### Directions for this task
Word for word, give the records again, dropping any picture they hold.

====== Stored data ======

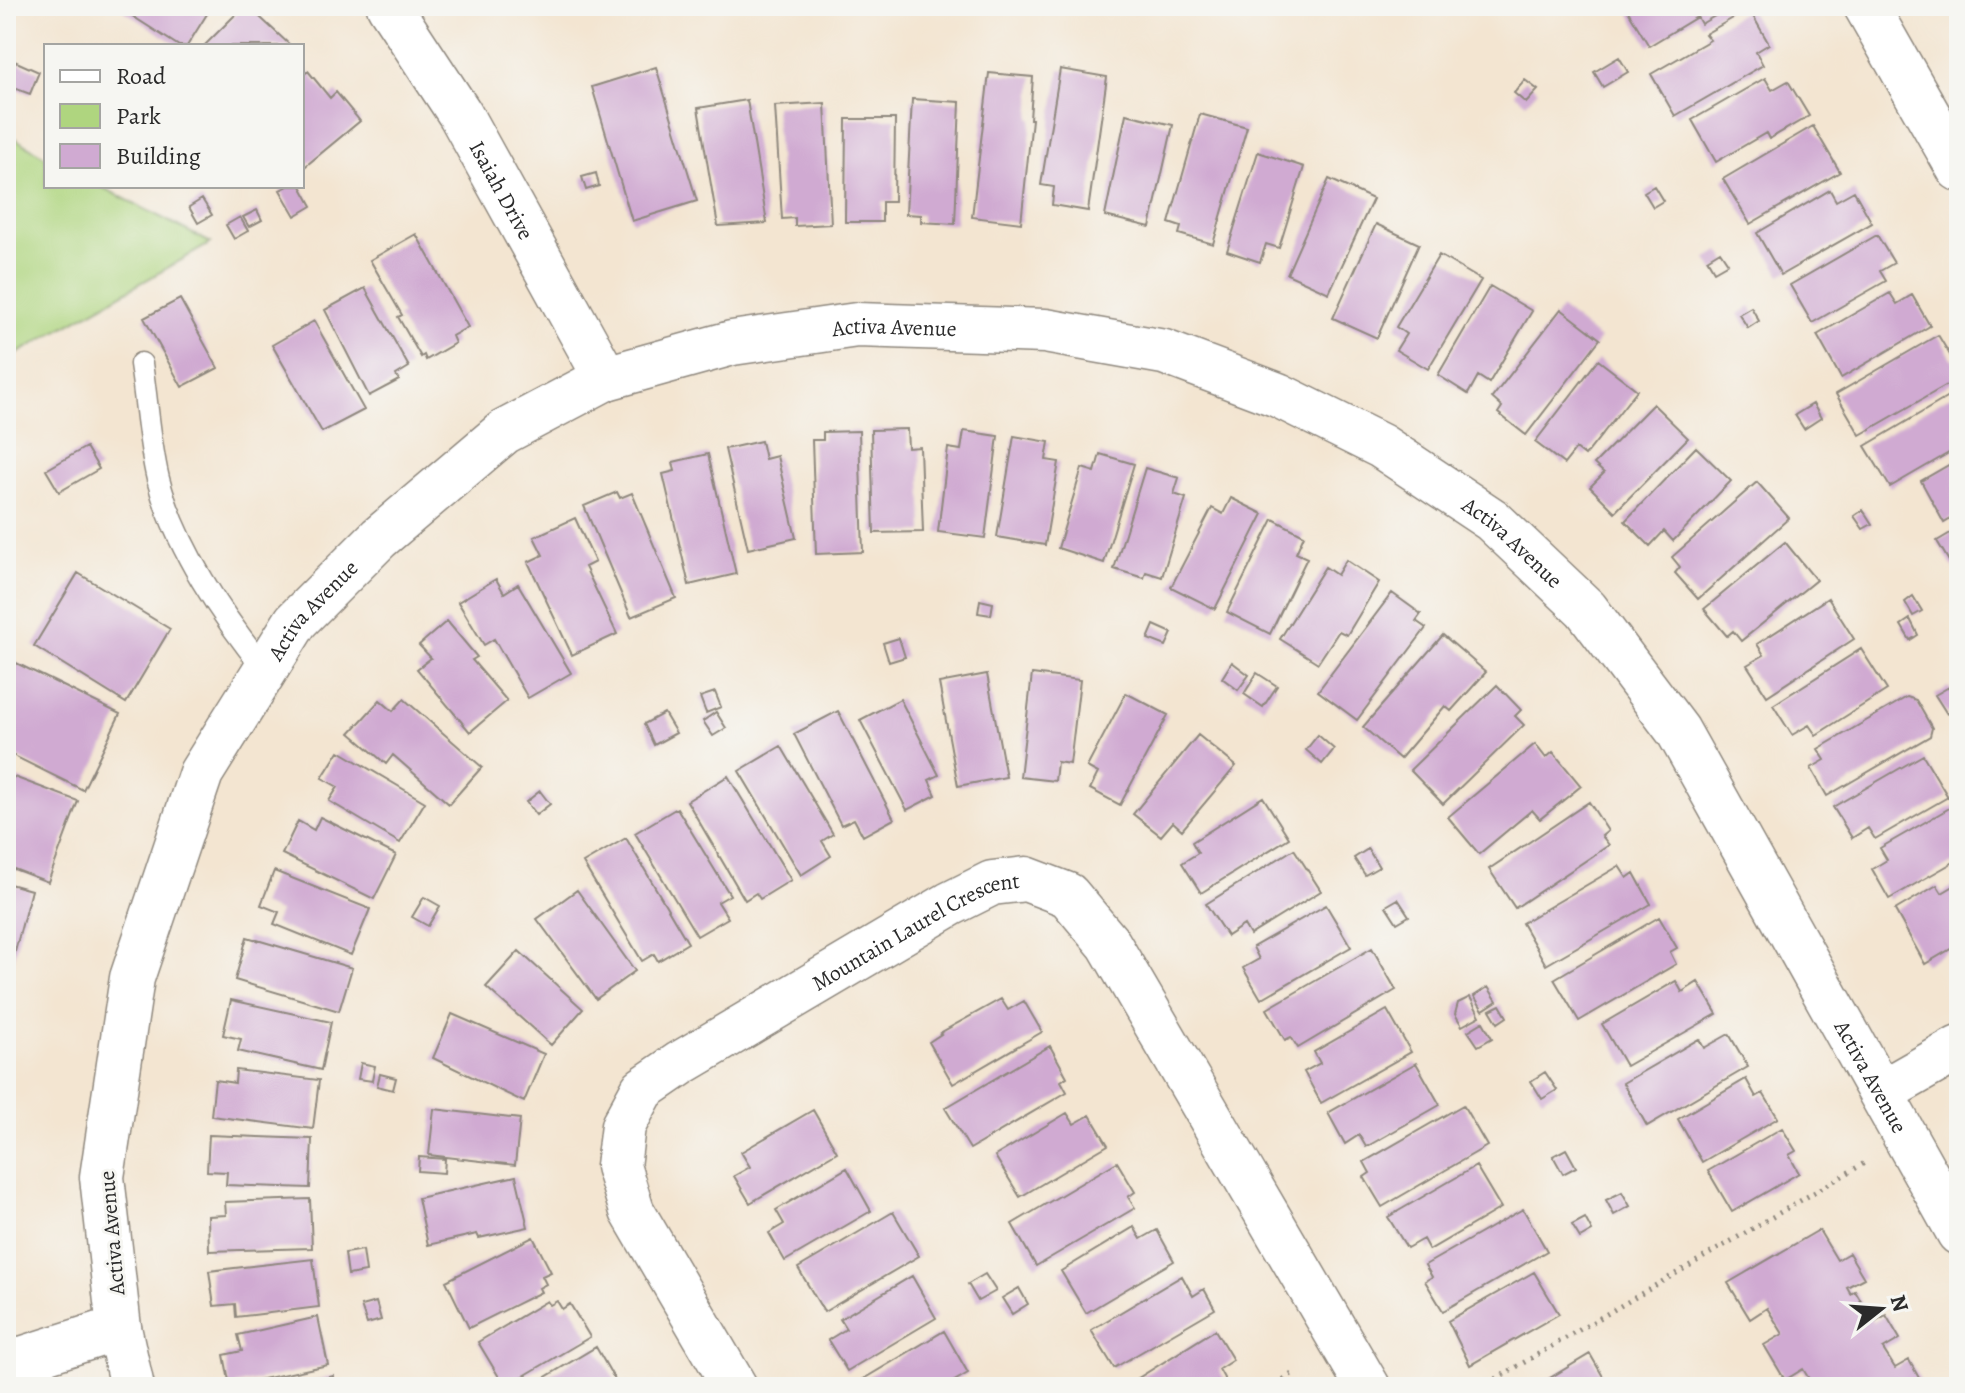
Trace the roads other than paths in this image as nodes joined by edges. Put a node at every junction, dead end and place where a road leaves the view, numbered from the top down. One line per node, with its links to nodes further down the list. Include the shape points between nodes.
1 (389, 6): 5 (street, Isaiah Drive, via 460,114)
2 (1866, 6): 3 (street)
3 (1959, 169)
4 (141, 364): 6 (lane, via 159,480 181,540 228,625)
5 (606, 378): 6 (street, Activa Avenue, via 504,432 379,538 296,621); 8 (street, Activa Avenue, via 732,343 857,325 1045,331 1164,352 1278,395 1381,446 1492,520 1586,609 1678,731)
6 (266, 670): 10 (street, Activa Avenue, via 201,773 132,978 102,1177)
7 (1959, 1048): 8 (street)
8 (1882, 1092): 9 (street, Activa Avenue)
9 (1959, 1233)
10 (119, 1328): 11 (street); 12 (street, Activa Avenue)
11 (6, 1364)
12 (132, 1387)
13 (735, 1387): 14 (street, Mountain Laurel Crescent, via 632,1211 618,1166 623,1126 643,1089 950,904 992,883 1026,879 1068,895 1109,944)
14 (1368, 1387)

======

### Response to the exercise
Trace the roads other than paths in this image as nodes joined by edges. Put a node at every junction, dead end and place where a road leaves the view, numbered from the top down. One line per node, with its links to nodes further down the list. Include the shape points between nodes.
1 (389, 6): 5 (street, Isaiah Drive, via 460,114)
2 (1866, 6): 3 (street)
3 (1959, 169)
4 (141, 364): 6 (lane, via 159,480 181,540 228,625)
5 (606, 378): 6 (street, Activa Avenue, via 504,432 379,538 296,621); 8 (street, Activa Avenue, via 732,343 857,325 1045,331 1164,352 1278,395 1381,446 1492,520 1586,609 1678,731)
6 (266, 670): 10 (street, Activa Avenue, via 201,773 132,978 102,1177)
7 (1959, 1048): 8 (street)
8 (1882, 1092): 9 (street, Activa Avenue)
9 (1959, 1233)
10 (119, 1328): 11 (street); 12 (street, Activa Avenue)
11 (6, 1364)
12 (132, 1387)
13 (735, 1387): 14 (street, Mountain Laurel Crescent, via 632,1211 618,1166 623,1126 643,1089 950,904 992,883 1026,879 1068,895 1109,944)
14 (1368, 1387)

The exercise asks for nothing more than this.